> **What to produce**
Where an image appears in the data, omit it and reproduce the rest exactly.

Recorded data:
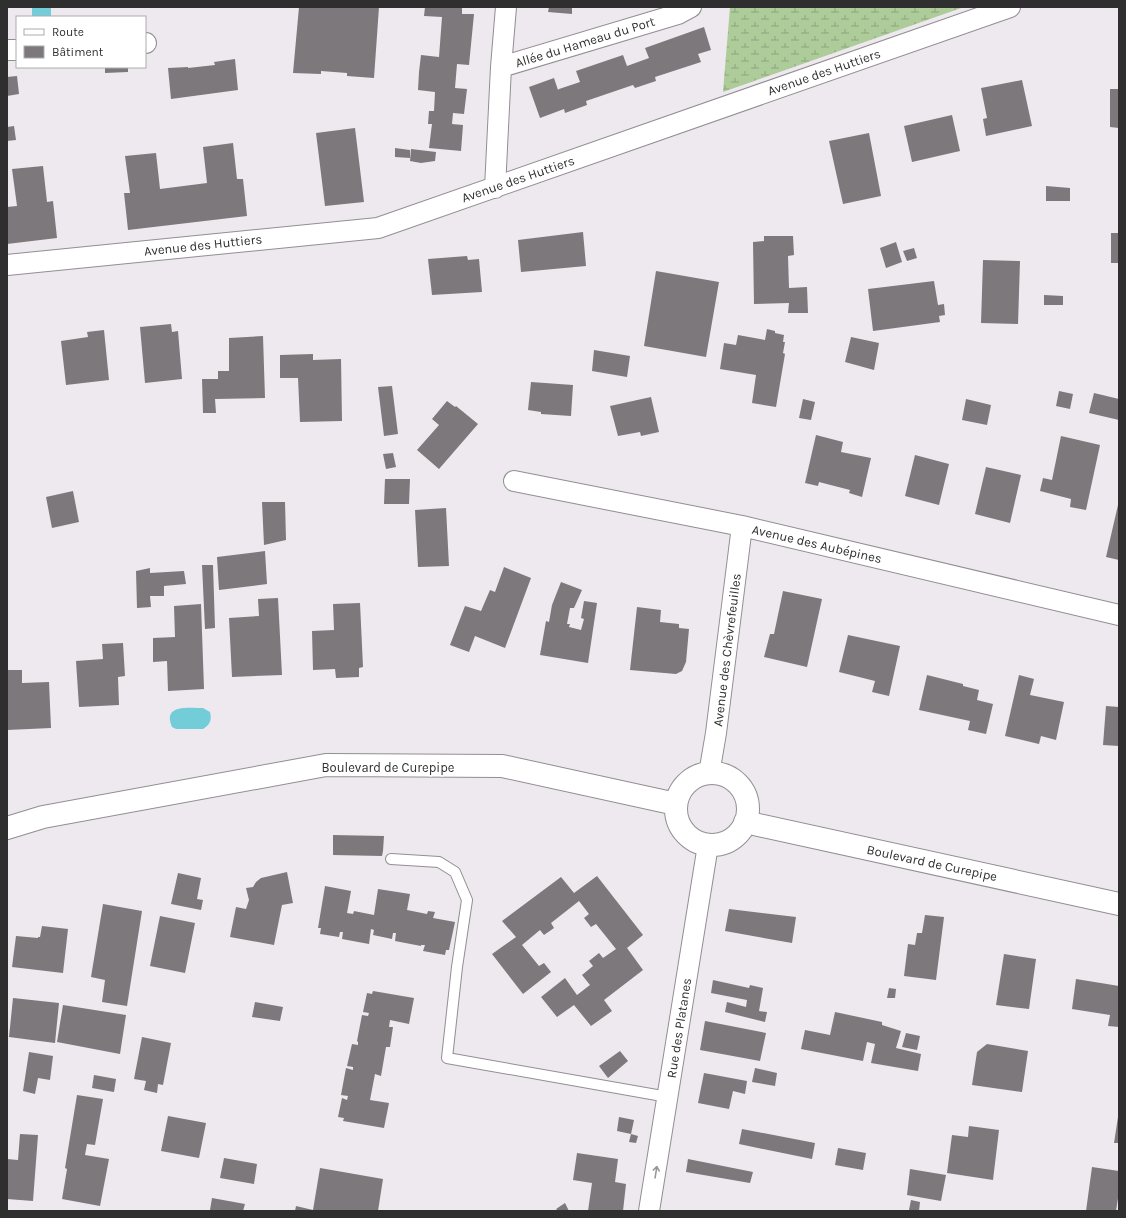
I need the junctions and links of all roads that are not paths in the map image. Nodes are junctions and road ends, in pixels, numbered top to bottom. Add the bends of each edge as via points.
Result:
1 (506, 7) edge
2 (691, 7) edge
3 (1010, 7) edge
4 (501, 66) junction
5 (495, 188) junction
6 (7, 265) edge
7 (514, 481) dead end
8 (742, 526) junction
9 (1119, 615) edge
10 (709, 774) junction
11 (676, 804) junction
12 (746, 822) junction
13 (7, 828) edge
14 (708, 845) junction
15 (391, 859) dead end
16 (1119, 904) edge
17 (668, 1097) junction
18 (649, 1211) edge

1 - 4 street, Allée du Hameau du Port
2 - 4 street, Allée du Hameau du Port via 678,14
3 - 5 street, Avenue des Huttiers
4 - 5 street, Allée du Hameau du Port
5 - 6 street, Avenue des Huttiers via 378,228
7 - 8 street, Avenue des Aubépines
8 - 9 street, Avenue des Aubépines
8 - 10 street, Avenue des Chèvrefeuilles
10 - 11 main road via 697,776 687,783 680,792
10 - 12 main road via 732,780 740,788 747,804
11 - 13 main road, Boulevard de Curepipe via 502,766 326,765 43,817
11 - 14 main road via 676,815 687,836
12 - 14 main road via 730,840 720,845
12 - 16 main road, Boulevard de Curepipe
14 - 17 street, Rue des Platanes
15 - 17 lane via 439,862 455,872 467,900 446,1058
18 -> 17 street, Rue des Platanes

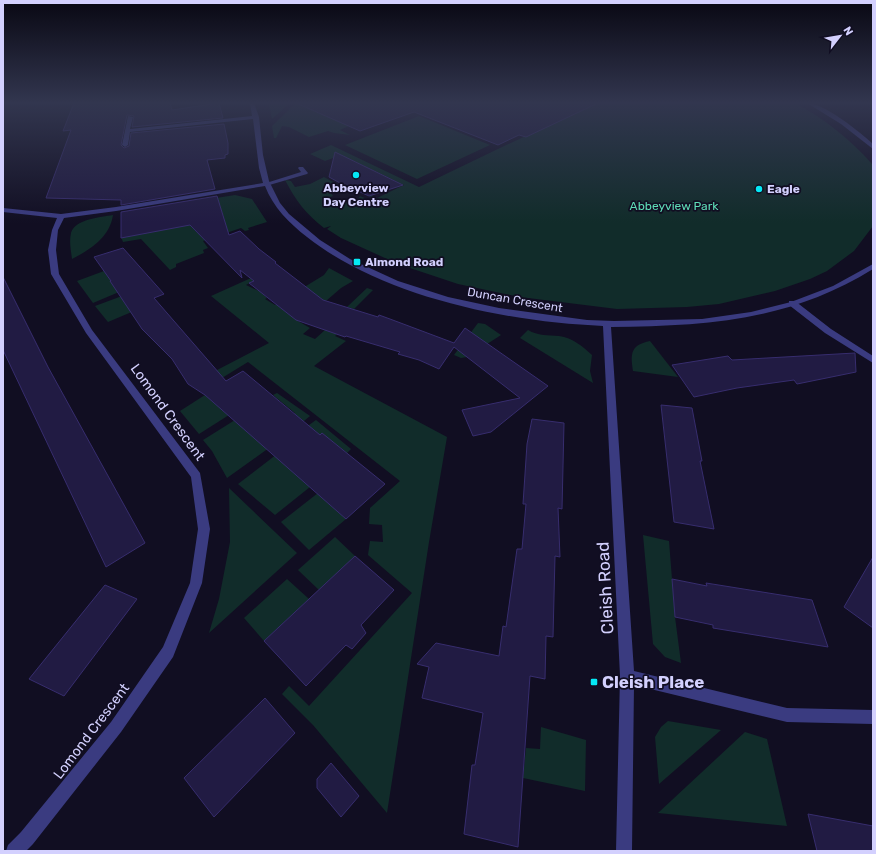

> **Response to this task**
I need the junctions and links of all roads that are not paths in the map image. Nodes are junctions and road ends, in pixels, numbered top to bottom. Add the bends of each edge as via points.
Result:
1 (506, 7) edge
2 (691, 7) edge
3 (1010, 7) edge
4 (501, 66) junction
5 (495, 188) junction
6 (7, 265) edge
7 (514, 481) dead end
8 (742, 526) junction
9 (1119, 615) edge
10 (709, 774) junction
11 (676, 804) junction
12 (746, 822) junction
13 (7, 828) edge
14 (708, 845) junction
15 (391, 859) dead end
16 (1119, 904) edge
17 (668, 1097) junction
18 (649, 1211) edge

1 - 4 street, Allée du Hameau du Port
2 - 4 street, Allée du Hameau du Port via 678,14
3 - 5 street, Avenue des Huttiers
4 - 5 street, Allée du Hameau du Port
5 - 6 street, Avenue des Huttiers via 378,228
7 - 8 street, Avenue des Aubépines
8 - 9 street, Avenue des Aubépines
8 - 10 street, Avenue des Chèvrefeuilles
10 - 11 main road via 697,776 687,783 680,792
10 - 12 main road via 732,780 740,788 747,804
11 - 13 main road, Boulevard de Curepipe via 502,766 326,765 43,817
11 - 14 main road via 676,815 687,836
12 - 14 main road via 730,840 720,845
12 - 16 main road, Boulevard de Curepipe
14 - 17 street, Rue des Platanes
15 - 17 lane via 439,862 455,872 467,900 446,1058
18 -> 17 street, Rue des Platanes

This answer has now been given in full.